- Opening Delimiter -
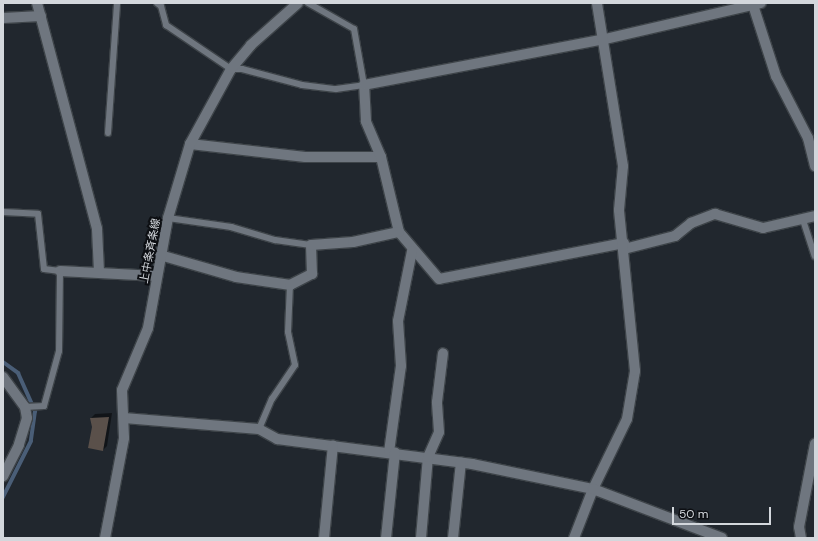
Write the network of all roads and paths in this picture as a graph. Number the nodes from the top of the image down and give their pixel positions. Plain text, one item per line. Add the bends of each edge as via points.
1 (38, 3) edge
2 (117, 3) edge
3 (157, 3) edge
4 (298, 3) edge
5 (308, 3) edge
6 (597, 3) edge
7 (757, 4) edge
8 (41, 16) junction
9 (3, 18) edge
10 (600, 40) junction
11 (231, 69) junction
12 (364, 85) junction
13 (108, 133) dead end
14 (190, 144) junction
15 (381, 157) junction
16 (815, 166) edge
17 (3, 212) edge
18 (815, 216) edge
19 (168, 218) junction
20 (803, 220) junction
21 (399, 232) junction
22 (311, 245) junction
23 (624, 246) junction
24 (412, 251) junction
25 (160, 255) junction
26 (815, 256) edge
27 (60, 271) junction
28 (99, 271) junction
29 (156, 276) junction
30 (290, 285) junction
31 (443, 353) dead end
32 (3, 377) edge
33 (25, 407) junction
34 (124, 418) junction
35 (259, 429) junction
36 (815, 444) edge
37 (333, 445) junction
38 (392, 452) junction
39 (428, 458) junction
40 (461, 462) junction
41 (3, 476) edge
42 (593, 489) junction
43 (105, 538) edge
44 (324, 538) edge
45 (386, 538) edge
46 (421, 538) edge
47 (453, 538) edge
48 (574, 538) edge
49 (722, 538) edge
50 (801, 538) edge

1 - 8 street
2 - 13 lane
3 - 11 lane via 161,6 166,25
4 - 11 street, 上中条斉条線 via 251,45
5 - 12 lane via 354,29
6 - 10 street
7 - 10 street
7 - 16 street via 776,76 808,138
8 - 9 street
8 - 28 street via 97,229
10 - 12 street
10 - 23 street via 623,166 619,210
11 - 12 lane via 242,69 302,85 336,89
11 - 14 street, 上中条斉条線
12 - 15 street via 366,122
14 - 15 street via 305,157
14 - 19 street, 上中条斉条線
15 - 21 street
17 - 27 lane via 38,214 44,269
18 - 20 street
19 - 22 lane via 231,227 275,240
19 - 25 street, 上中条斉条線
20 - 23 street via 763,228 716,214 691,223 675,236
20 - 26 lane
21 - 22 street via 353,242
21 - 24 street
22 - 30 street via 312,274
23 - 24 street via 446,279 439,279
23 - 42 street via 635,371 627,420
24 - 38 street via 398,321 401,366
25 - 29 street, 上中条斉条線
25 - 30 street via 236,277
27 - 28 street
27 - 33 lane via 59,351 44,406
28 - 29 street
29 - 34 street, 上中条斉条線 via 148,328 122,390
30 - 35 lane via 288,332 295,365 272,399
31 - 39 street via 437,402 439,432
32 - 33 street
33 - 41 street via 27,418 20,445
34 - 35 street
34 - 43 street, 上中条斉条線
35 - 37 street via 277,439
36 - 50 street via 799,527
37 - 38 street
37 - 44 street
38 - 39 street
38 - 45 street
39 - 40 street
39 - 46 street
40 - 42 street
40 - 47 street
42 - 48 street
42 - 49 street

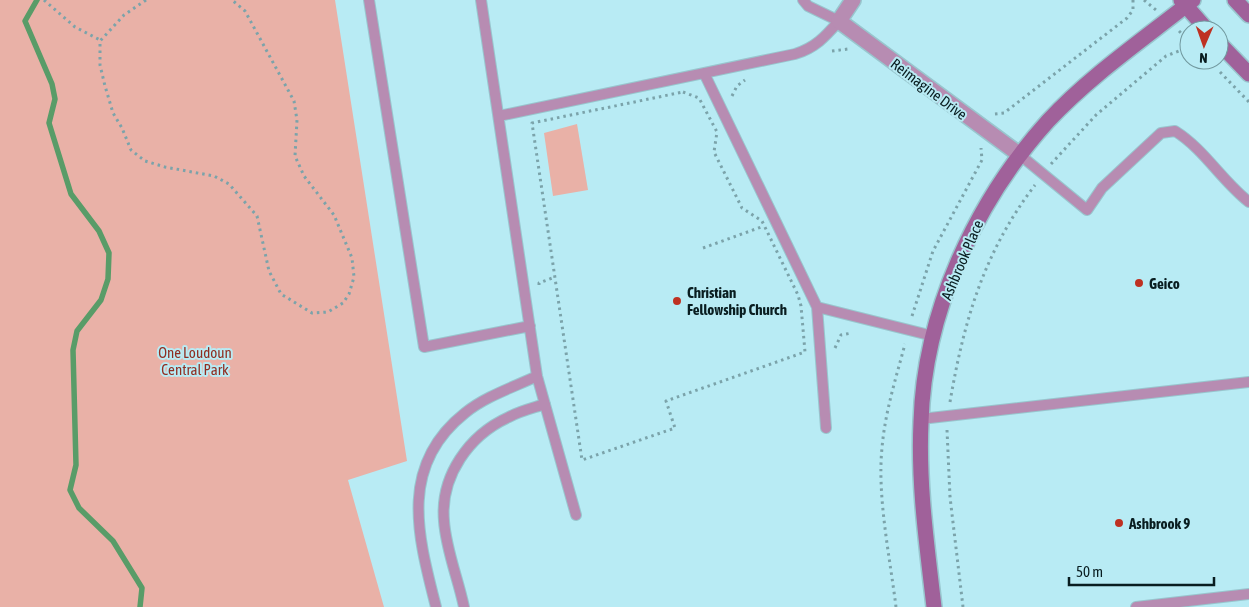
- Closing Delimiter -
* **Exercise**: From the material above, copy every line that has the word "上中条斉条線" in it.

* **Answer section**:
4 - 11 street, 上中条斉条線 via 251,45
11 - 14 street, 上中条斉条線
14 - 19 street, 上中条斉条線
19 - 25 street, 上中条斉条線
25 - 29 street, 上中条斉条線
29 - 34 street, 上中条斉条線 via 148,328 122,390
34 - 43 street, 上中条斉条線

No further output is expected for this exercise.